I run bsub as follows to submit a job to LSF:

bsub -q short-serial -W 00:01 -R "rusage[mem=1000]" -M 1000 -cwd $HOME -oo ~/test.lsf.out -eo ~/test.lsf.err -J test $HOME/test.sh

test.sh is a wrapper to ensure I run test2.sh with a clear environment, in order to ensure identical circumstances whether I run inside or outside LSF:

$ cat test.sh
#!/bin/sh
env -i ~/test2.sh --noprofile --norc

In test2.sh, I write out and set up some environmental information and run Python attempting to import numpy:

$ cat test2.sh
export
ulimit -a
ldconfig -v
export PATH= # needed to avoid https://github.com/conda/conda/issues/7486
.  /group_workspaces/cems2/fiduceo/Users/gholl/anaconda3/etc/profile.d/conda.sh
conda activate
conda activate FCDR
python -c "import numpy; print('Success 1')"
python ~/mwe.py

Running this through LSF results in the following stdout:

$ cat test.lsf.out
Sender: LSF System <lsfadmin@host334.jc.rl.ac.uk>
Subject: Job 2475445: <test> in cluster <lotus> Exited

Job <test> was submitted from host <host293.jc.rl.ac.uk> by user <gholl> in cluster <lotus> at Wed Jul  4 18:44:42 2018.
Job was executed on host(s) <host334.jc.rl.ac.uk>, in queue <short-serial>, as user <gholl> in cluster <lotus> at Wed Jul  4 18:44:42 2018.
</home/users/gholl> was used as the home directory.
</home/users/gholl> was used as the working directory.
Started at Wed Jul  4 18:44:42 2018.
Terminated at Wed Jul  4 18:44:44 2018.
Results reported at Wed Jul  4 18:44:44 2018.

Your job looked like:

------------------------------------------------------------
# LSBATCH: User input
/home/users/gholl/test.sh
------------------------------------------------------------

Exited with exit code 139.

Resource usage summary:

    CPU time :                                   0.60 sec.
    Max Memory :                                 -
    Average Memory :                             -
    Total Requested Memory :                     1000.00 MB
    Delta Memory :                               -
    Max Swap :                                   -
    Max Processes :                              -
    Max Threads :                                -
    Run time :                                   2 sec.
    Turnaround time :                            2 sec.

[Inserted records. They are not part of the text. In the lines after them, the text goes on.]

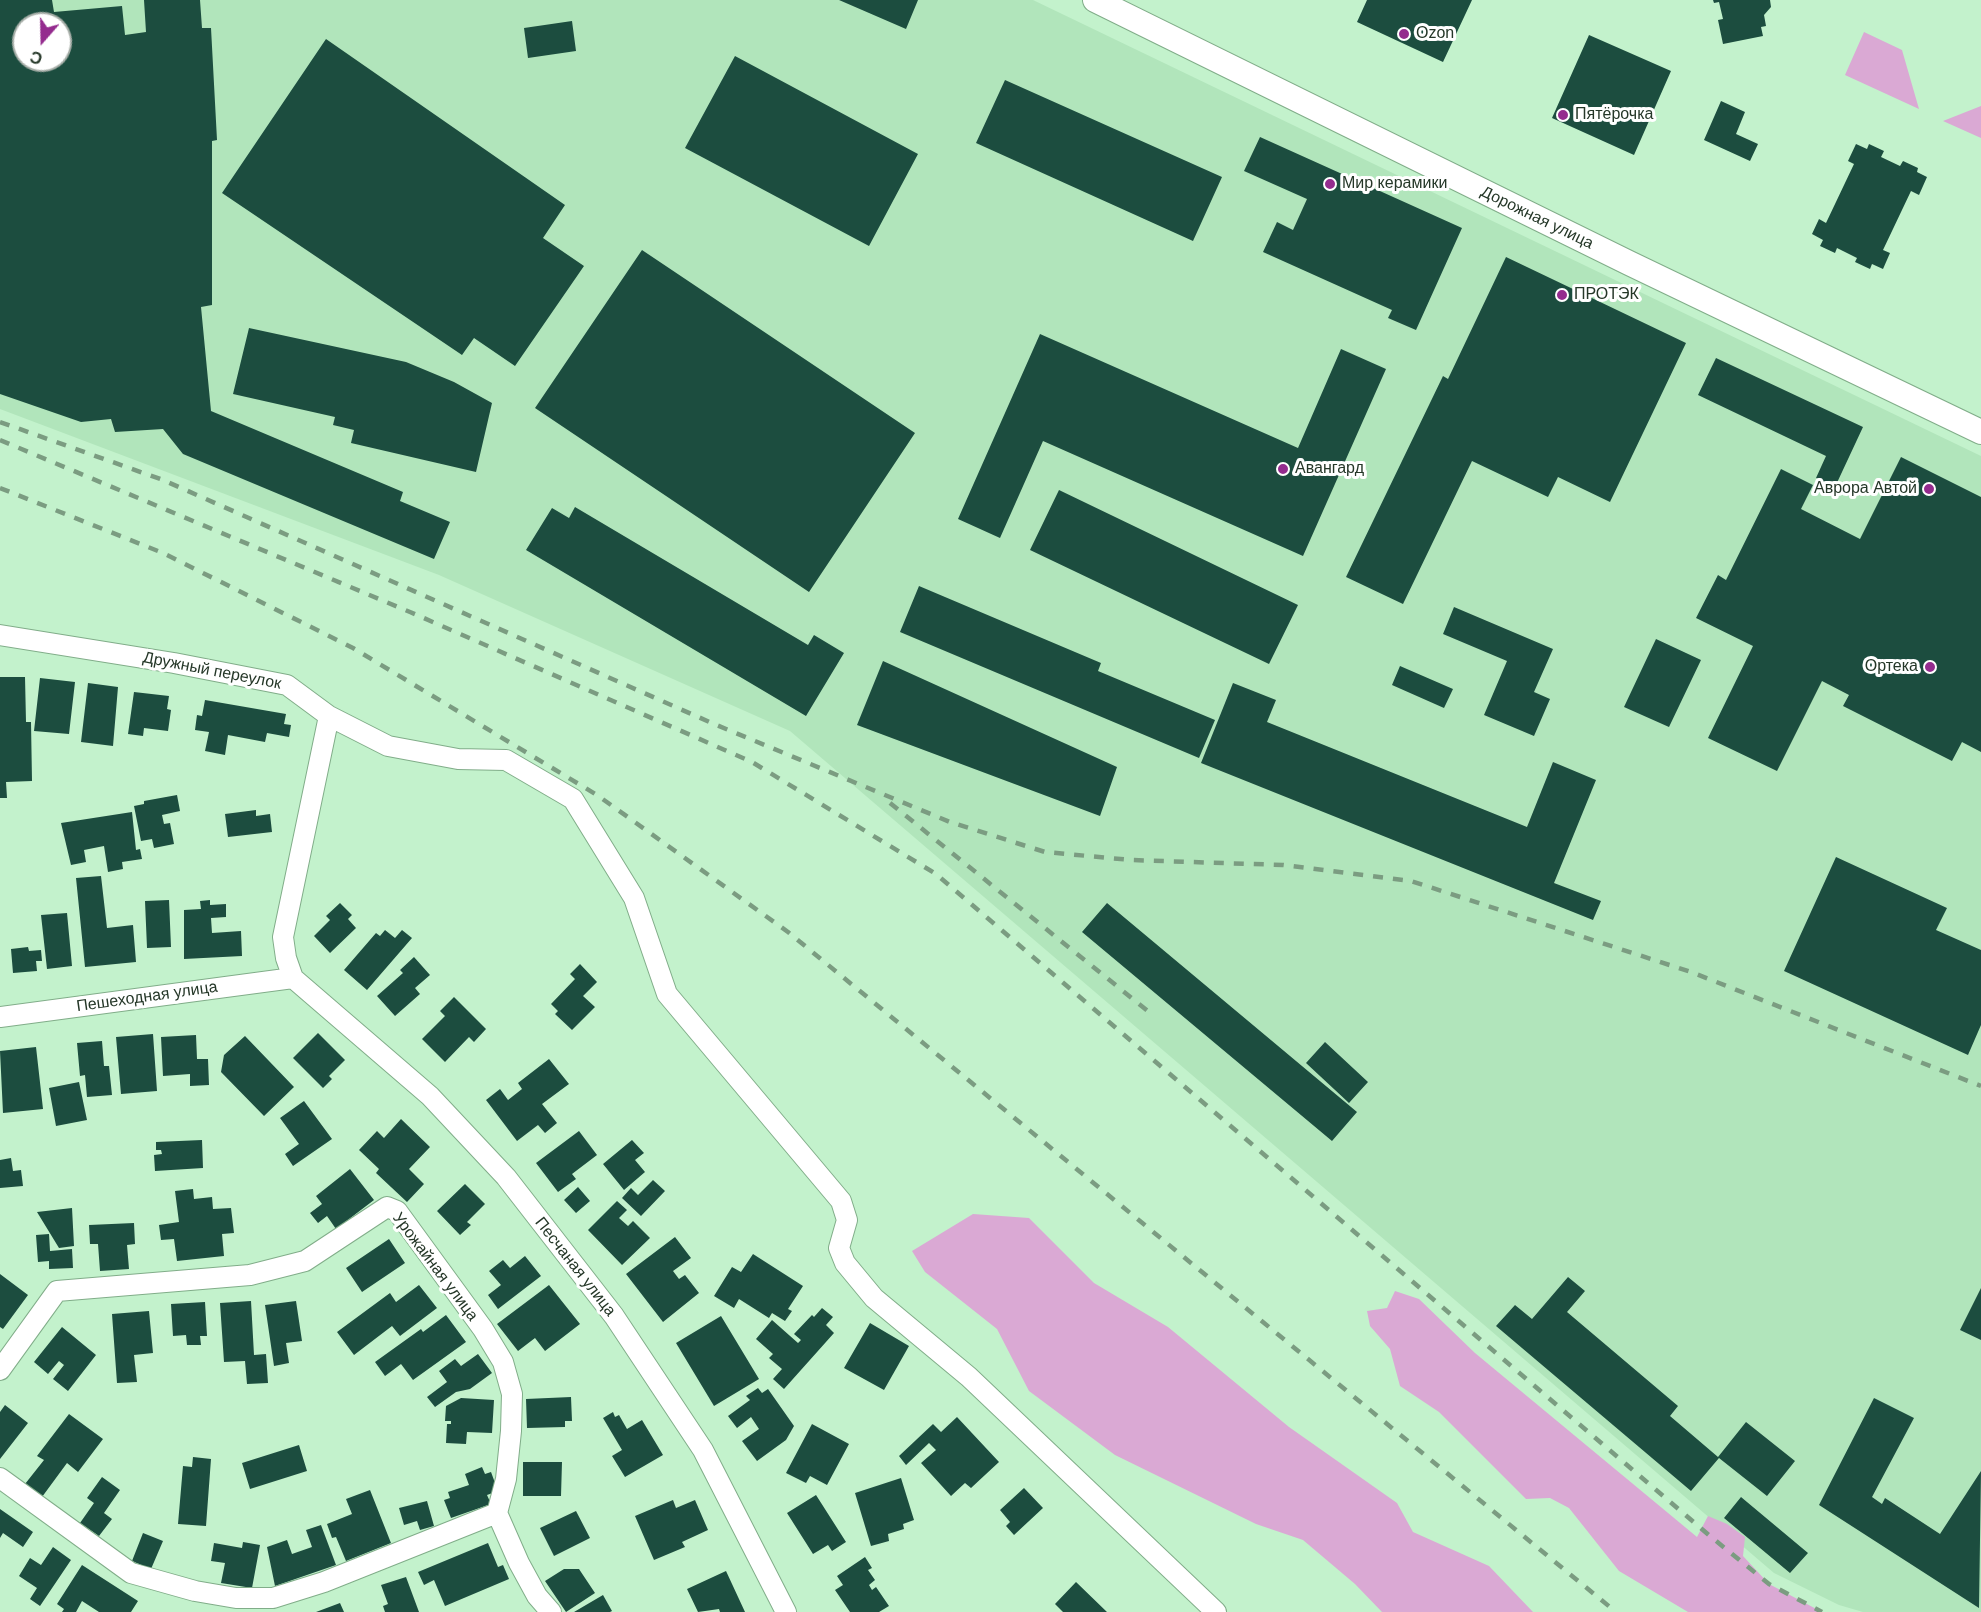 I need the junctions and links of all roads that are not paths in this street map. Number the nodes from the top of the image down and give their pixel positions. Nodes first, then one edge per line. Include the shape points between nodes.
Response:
1 (1095, 0) edge
2 (1981, 432) edge
3 (0, 636) edge
4 (329, 716) junction
5 (293, 978) junction
6 (0, 1017) edge
7 (0, 1370) edge
8 (0, 1478) edge
9 (497, 1513) junction
10 (551, 1612) edge
11 (786, 1612) edge
12 (1216, 1612) edge

1 - 2 street, Дорожная улица
3 - 4 street, Дружный переулок via 287,685
4 - 5 street via 284,937
4 - 12 street, Дружный переулок via 388,746 458,759 506,760 573,799 634,898 667,994 841,1201 846,1220 839,1248 846,1263 874,1298 969,1377
5 - 6 street, Пешеходная улица
5 - 11 street, Песчаная улица via 430,1096 506,1177 600,1297 703,1450
7 - 9 street, Урожайная улица via 57,1291 250,1275 305,1261 387,1208 397,1211 503,1362 512,1394 511,1431 506,1479
8 - 9 street via 131,1573 236,1598 273,1598 324,1582
9 - 10 street via 519,1563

The output (if any) follows:

export OLDPWD
export PWD="/home/users/gholl"
export SHLVL="1"
core file size          (blocks, -c) unlimited
data seg size           (kbytes, -d) unlimited
scheduling priority             (-e) 0
file size               (blocks, -f) unlimited
pending signals                 (-i) 1032189
max locked memory       (kbytes, -l) unlimited
max memory size         (kbytes, -m) unlimited
open files                      (-n) 4096
pipe size            (512 bytes, -p) 8
POSIX message queues     (bytes, -q) 819200
real-time priority              (-r) 0
stack size              (kbytes, -s) 8589930496
cpu time               (seconds, -t) unlimited
max user processes              (-u) 1032189
virtual memory          (kbytes, -v) unlimited
file locks                      (-x) unlimited

(omitted output of ldconfig -v for brevity)

PS:

Read file </home/users/gholl/test.lsf.err> for stderr output of this job.

And to stderr:

$ cat test.lsf.err
/sbin/ldconfig: /etc/ld.so.conf.d/kernel-2.6.32-696.23.1.el6.x86_64.conf:6: duplicate hwcap 1 nosegneg
/sbin/ldconfig: /etc/ld.so.conf.d/kernel-2.6.32-754.el6.x86_64.conf:6: duplicate hwcap 1 nosegneg
/sbin/ldconfig: /opt/platform_mpi/lib/linux_amd64/libhpmpi.so is not an ELF file - it has the wrong magic bytes at the start.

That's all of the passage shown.